CAIRO — It was a seemingly lenient sentence for charges of burning a political party headquarters a year ago — one year in jail, suspended for the next three years — but upon hearing the verdict Sunday, supporters of the defendants were long-faced and despondent. They said they interpreted the three-year suspension as an effort to prevent the activists from protesting the government in the near future.
“If they did what they claim, why a suspended sentence?” said Leila Soueif, the mother of two of the defendants. “Yes, it is suspended but this is a baseless case. There is no justice in our system anymore.”
The primary defendants in Sunday’s case, Alaa Abd el-Fattah and his sister Mona, had been leading figures in the 2011 protest movement that toppled President Hosni Mubarak. At one point, the government had even dropped the charges against them. But after the military retook control of the country on July 3, the charges were reinstated in what activists here say has been a concerted effort to eliminate political dissent.
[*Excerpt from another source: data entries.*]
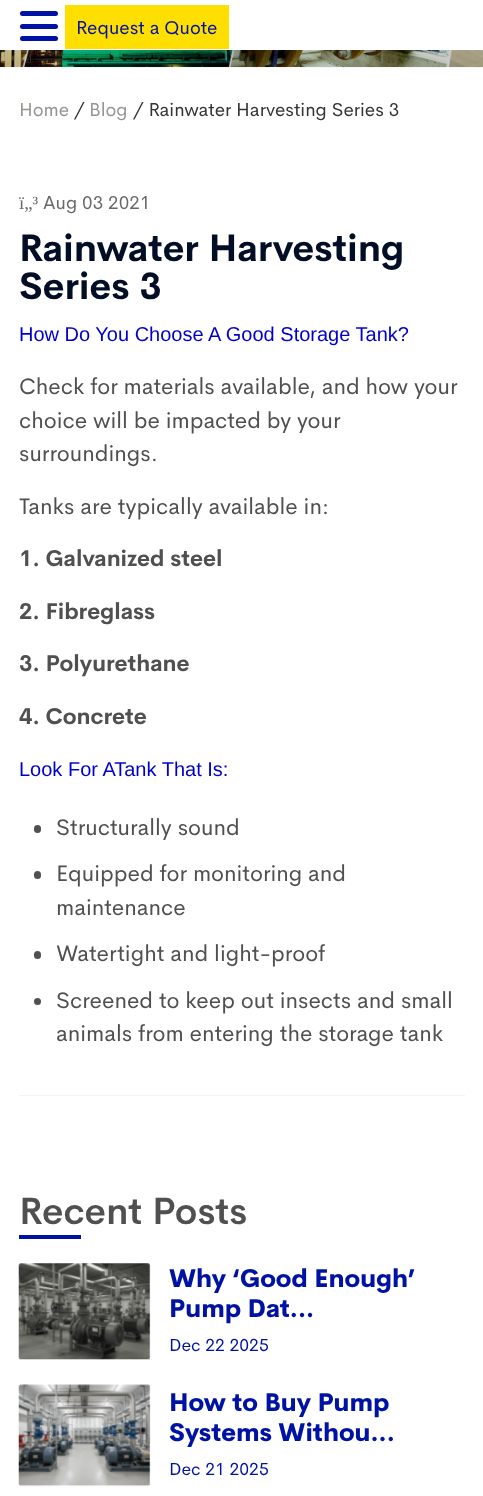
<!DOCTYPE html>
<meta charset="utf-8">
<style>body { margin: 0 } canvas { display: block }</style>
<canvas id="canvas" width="483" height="1496"></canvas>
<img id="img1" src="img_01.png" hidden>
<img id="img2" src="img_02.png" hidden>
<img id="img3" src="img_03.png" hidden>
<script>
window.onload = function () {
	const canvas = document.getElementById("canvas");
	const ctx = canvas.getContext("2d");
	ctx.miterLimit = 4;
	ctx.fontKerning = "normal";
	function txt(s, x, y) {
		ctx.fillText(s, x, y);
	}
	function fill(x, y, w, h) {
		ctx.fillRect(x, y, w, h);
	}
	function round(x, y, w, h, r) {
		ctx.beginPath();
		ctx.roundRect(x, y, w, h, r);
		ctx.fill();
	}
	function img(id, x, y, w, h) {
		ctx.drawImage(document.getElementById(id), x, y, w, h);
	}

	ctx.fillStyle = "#FFFFFF";
	fill(0, 0, 483, 1496);
	ctx.fillStyle = "#0012A4";
	round(20, 11, 38, 5, 2.5);
	round(20, 24, 38, 5, 2.5);
	round(20, 36, 38, 5, 2.5);
	ctx.fillStyle = "#FEDF00";
	fill(65, 5, 164, 44);
	ctx.fillStyle = "#F7F7F7";
	fill(0, 67, 483, 1);
	img("img1", 0, 50, 483, 17);
	ctx.fillStyle = "#505050";
	round(34, 825, 7, 8, 3.5);
	round(34, 871, 7, 8, 3.5);
	round(34, 951, 7, 8, 3.5);
	ctx.beginPath();
	ctx.arc(37.5, 1001.5, 3.5, 0, Math.PI * 2);
	ctx.fill();
	ctx.fillStyle = "#F4F4F4";
	fill(19, 1095, 446, 1);
	ctx.fillStyle = "#0012A4";
	fill(19, 1235, 62, 4);
	img("img2", 18, 1263, 133, 97);
	img("img3", 18, 1384, 133, 103);
	ctx.font = "18.75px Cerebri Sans";
	txt("Request a Quote", 76, 34);
	ctx.fillStyle = "#959591";
	txt("Home", 19, 116);
	ctx.fillStyle = "#353535";
	txt("/", 74, 116);
	ctx.fillStyle = "#959591";
	txt("Blog", 89, 116);
	ctx.fillStyle = "#353535";
	txt("/ Rainwater Harvesting Series 3", 133, 116);
	ctx.font = "18.75px Liberation Serif";
	ctx.fillStyle = "#696969";
	txt("ï„³", 19, 209);
	ctx.font = "18.75px Cerebri Sans";
	txt("Aug 03 2021", 43, 209);
	ctx.font = "bold 37.5px Cerebri Sans";
	ctx.fillStyle = "#020D26";
	txt("Rainwater Harvesting", 19, 261);
	txt("Series 3", 19, 299);
	ctx.font = "20px Liberation Sans";
	ctx.fillStyle = "#0000CC";
	txt("How Do You Choose A Good Storage Tank?", 19, 341);
	ctx.font = "22.5px Cerebri Sans";
	ctx.fillStyle = "#505050";
	txt("Check for materials available, and how your", 19, 394);
	txt("choice will be impacted by your", 19, 428);
	txt("surroundings.", 19, 461);
	txt("Tanks are typically available in:", 19, 514);
	ctx.font = "bold 22.5px Cerebri Sans";
	txt("1. Galvanized steel", 19, 566);
	txt("2. Fibreglass", 19, 619);
	txt("3. Polyurethane", 19, 671);
	txt("4. Concrete", 19, 724);
	ctx.font = "20px Liberation Sans";
	ctx.fillStyle = "#0000CC";
	txt("Look For ATank That Is:", 19, 776);
	ctx.font = "22.5px Cerebri Sans";
	ctx.fillStyle = "#505050";
	txt("Structurally sound", 56, 835);
	txt("Equipped for monitoring and", 56, 881);
	txt("maintenance", 56, 915);
	txt("Watertight and light-proof", 56, 961);
	txt("Screened to keep out insects and small", 56, 1008);
	txt("animals from entering the storage tank", 56, 1041);
	ctx.font = "600 37.5px Cerebri Sans";
	txt("Recent Posts", 19, 1224);
	ctx.font = "800 25px Cerebri Sans";
	ctx.fillStyle = "#0012A4";
	txt("Why ‘Good Enough’", 169, 1287);
	txt("Pump Dat...", 169, 1317);
	ctx.font = "17.5px Cerebri Sans";
	txt("Dec 22 2025", 169, 1351);
	ctx.font = "800 25px Cerebri Sans";
	txt("How to Buy Pump", 169, 1411);
	txt("Systems Withou...", 169, 1441);
	ctx.font = "17.5px Cerebri Sans";
	txt("Dec 21 2025", 169, 1475);
};
</script>
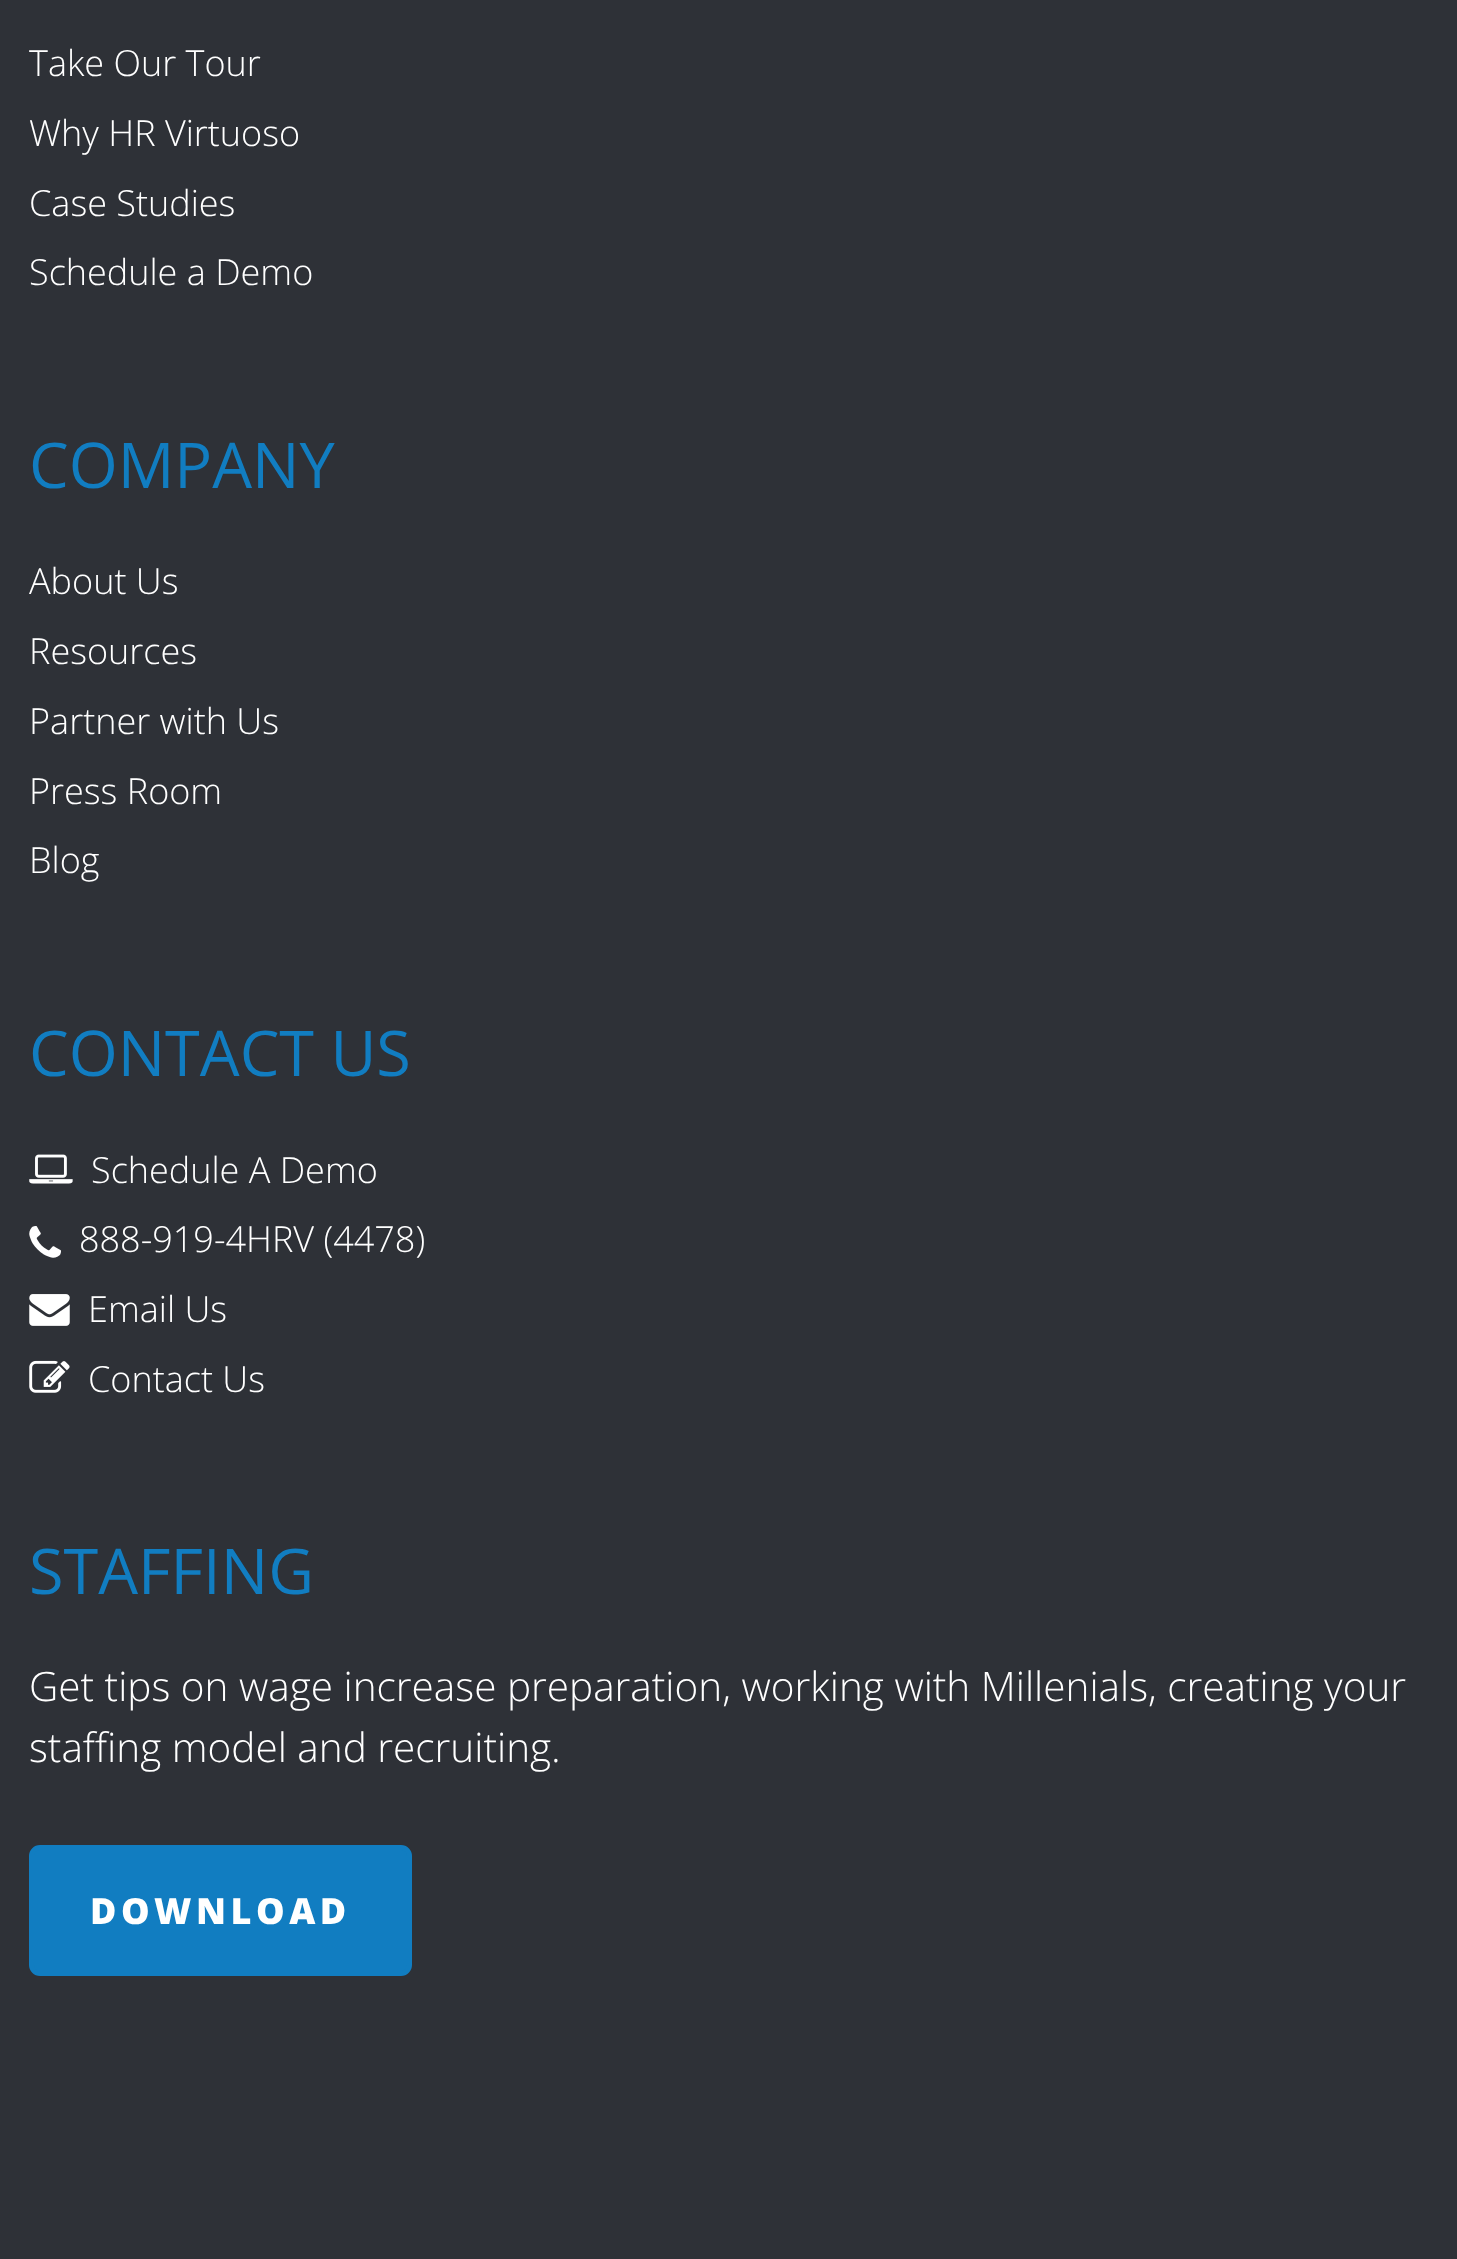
<!DOCTYPE html>
<meta charset="utf-8">
<style>body { margin: 0 } canvas { display: block }</style>
<canvas id="canvas" width="1457" height="2259"></canvas>
<img id="img1" src="images/1.png" hidden>
<img id="img2" src="images/2.png" hidden>
<img id="img3" src="images/3.png" hidden>
<img id="img4" src="images/4.png" hidden>
<script>
window.onload = function () {
    const canvas = document.getElementById('canvas');
    const context = canvas.getContext('2d');
    context.miterLimit = 4;
    context.fontKerning = 'normal';

    context.fillStyle = 'rgb(46, 49, 55)';
    context.fillRect(0, 0, 1457, 2259);
    context.drawImage(document.getElementById('img1'), 29, 1154, 44, 30);
    context.drawImage(document.getElementById('img2'), 29, 1226, 32, 32);
    context.drawImage(document.getElementById('img3'), 29, 1294, 41, 32);
    context.drawImage(document.getElementById('img4'), 29, 1360, 41, 33);
    context.fillStyle = 'rgb(17, 125, 193)';
    context.beginPath();
    context.roundRect(31.5, 1847.5, 378, 126, 8.5);
    context.fill();
    context.strokeStyle = 'rgb(17, 125, 193)';
    context.lineWidth = 5;
    context.stroke();
    context.font = '300 36px Open Sans';
    context.fillStyle = 'rgb(255, 255, 255)';
    context.fillText('Take Our Tour', 29, 76);
    context.fillText('Why HR Virtuoso', 29, 146);
    context.fillText('Case Studies', 29, 216);
    context.fillText('Schedule a Demo', 29, 285);
    context.font = '63px Open Sans';
    context.fillStyle = 'rgb(17, 125, 193)';
    context.fillText('COMPANY', 29, 488);
    context.font = '300 36px Open Sans';
    context.fillStyle = 'rgb(255, 255, 255)';
    context.fillText('About Us', 29, 594);
    context.fillText('Resources', 29, 664);
    context.fillText('Partner with Us', 29, 734);
    context.fillText('Press Room', 29, 804);
    context.fillText('Blog', 29, 873);
    context.font = '63px Open Sans';
    context.fillStyle = 'rgb(17, 125, 193)';
    context.fillText('CONTACT US', 29, 1076);
    context.font = '300 36px Open Sans';
    context.fillStyle = 'rgb(255, 255, 255)';
    context.fillText('Schedule A Demo', 91, 1183);
    context.fillText('888-919-4HRV (4478)', 79, 1252);
    context.fillText('Email Us', 88, 1322);
    context.fillText('Contact Us', 88, 1392);
    context.font = '63px Open Sans';
    context.fillStyle = 'rgb(17, 125, 193)';
    context.fillText('STAFFING', 29, 1594);
    context.font = '300 40.5px Open Sans';
    context.fillStyle = 'rgb(255, 255, 255)';
    context.fillText('Get tips on wage increase preparation, working with Millenials, creating your', 29, 1701);
    context.fillText('staffing model and recruiting.', 29, 1762);
    context.letterSpacing = '4.5px';
    context.font = '800 36px Open Sans';
    context.fillText('DOWNLOAD', 90, 1924);
};
</script>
The government crackdown has fallen hardest on the Muslim Brotherhood, whose leadership, including former President Mohammed Morsi, is in jail and facing charges. The organization is banned, and journalists face arrest for reporting on the Brotherhood’s activities. Three Al-Jazeera English journalists who were arrested in late December on charges that they were leading a terrorist cell were questioned again on Sunday.